▸ About this task
Pictures do not belong in the copy; print every entry exactly as it stands.

=== Section Start ===

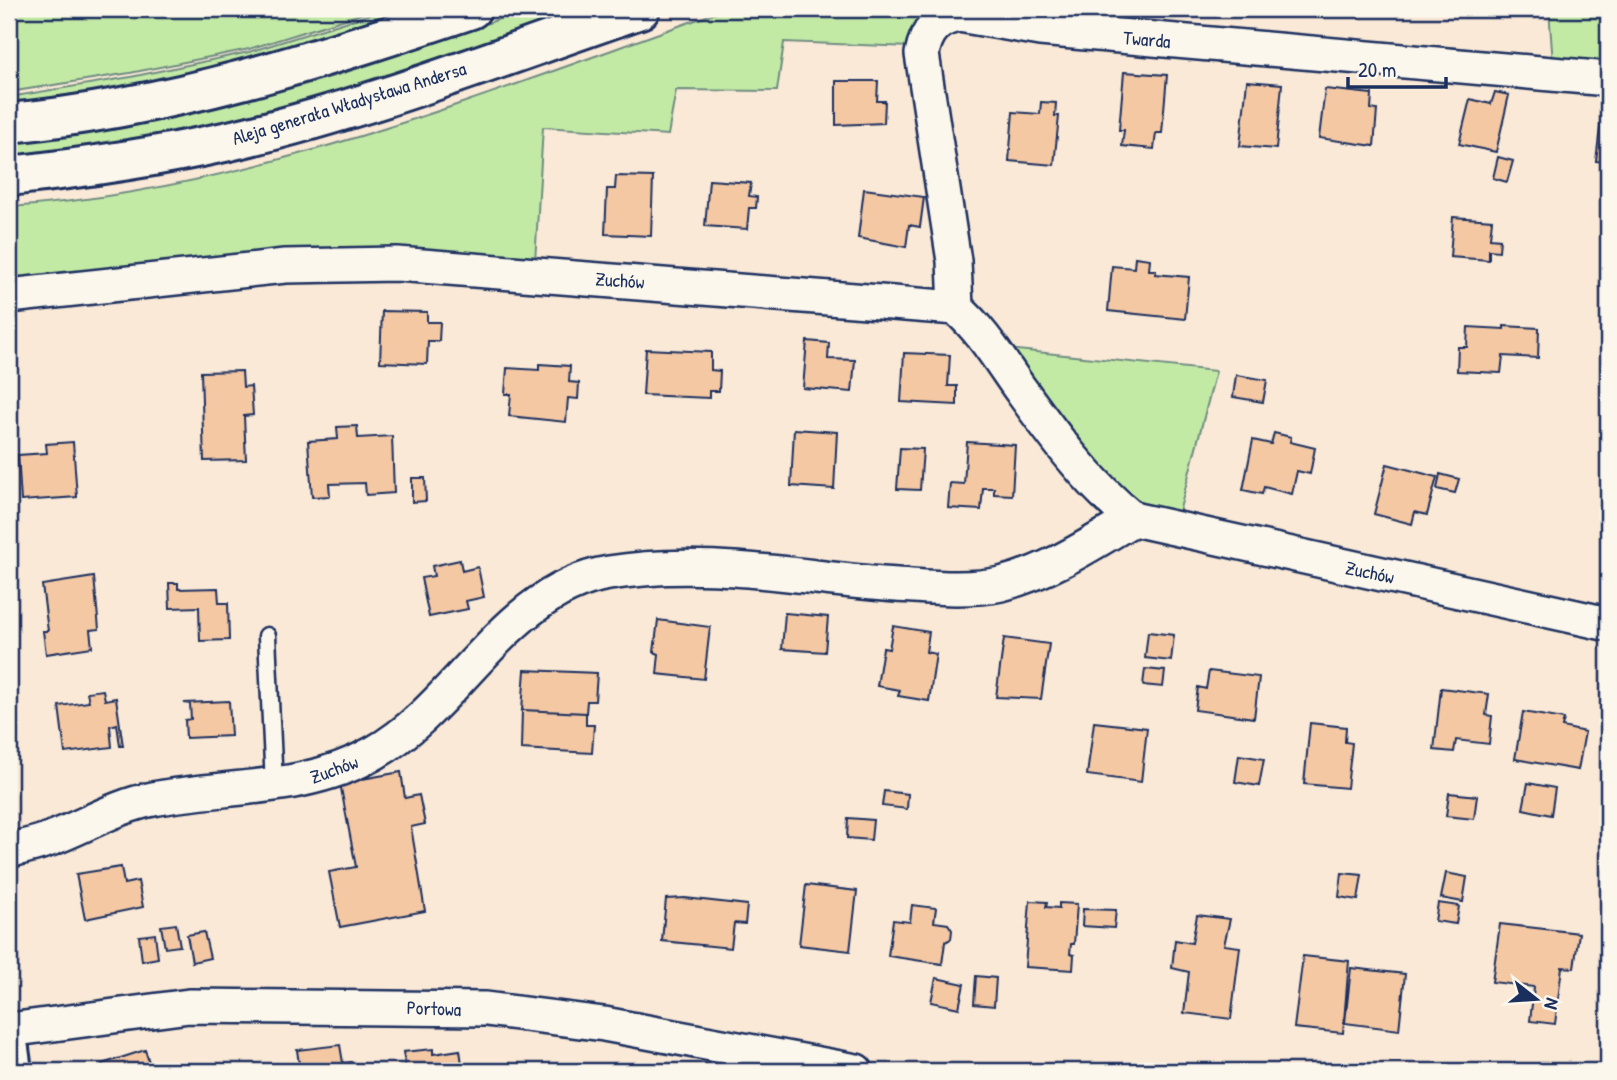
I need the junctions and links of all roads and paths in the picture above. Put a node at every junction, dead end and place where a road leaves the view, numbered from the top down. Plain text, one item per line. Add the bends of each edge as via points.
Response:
1 (471, 9) edge
2 (640, 9) edge
3 (1608, 79) edge
4 (18, 122) edge
5 (19, 175) edge
6 (9, 296) edge
7 (956, 308) junction
8 (1133, 519) junction
9 (1608, 624) edge
10 (267, 636) dead end
11 (274, 785) junction
12 (9, 851) edge
13 (9, 1030) edge
14 (9, 1049) edge
15 (12, 1071) edge
16 (856, 1071) edge

1 - 4 main road via 316,62 215,88 124,108
2 - 5 main road, Aleja generała Władysława Andersa via 330,113 231,141 131,161
3 - 7 street, Twarda via 946,18 932,27 922,54 954,261
6 - 7 street, Zuchów via 285,266 397,264
7 - 8 street, Zuchów via 977,328 1098,491
8 - 9 street, Zuchów
8 - 11 street, Zuchów via 1042,569 998,584 935,587 839,581 704,565 586,578 538,602 423,715 376,752 323,775
10 - 11 lane
11 - 12 street, Zuchów via 152,799
13 - 16 street, Portowa via 189,1006 486,1010 604,1024
14 - 15 main road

=== Section End ===

▸ Result of this exercise
I need the junctions and links of all roads and paths in the picture above. Put a node at every junction, dead end and place where a road leaves the view, numbered from the top down. Plain text, one item per line. Add the bends of each edge as via points.
Response:
1 (471, 9) edge
2 (640, 9) edge
3 (1608, 79) edge
4 (18, 122) edge
5 (19, 175) edge
6 (9, 296) edge
7 (956, 308) junction
8 (1133, 519) junction
9 (1608, 624) edge
10 (267, 636) dead end
11 (274, 785) junction
12 (9, 851) edge
13 (9, 1030) edge
14 (9, 1049) edge
15 (12, 1071) edge
16 (856, 1071) edge

1 - 4 main road via 316,62 215,88 124,108
2 - 5 main road, Aleja generała Władysława Andersa via 330,113 231,141 131,161
3 - 7 street, Twarda via 946,18 932,27 922,54 954,261
6 - 7 street, Zuchów via 285,266 397,264
7 - 8 street, Zuchów via 977,328 1098,491
8 - 9 street, Zuchów
8 - 11 street, Zuchów via 1042,569 998,584 935,587 839,581 704,565 586,578 538,602 423,715 376,752 323,775
10 - 11 lane
11 - 12 street, Zuchów via 152,799
13 - 16 street, Portowa via 189,1006 486,1010 604,1024
14 - 15 main road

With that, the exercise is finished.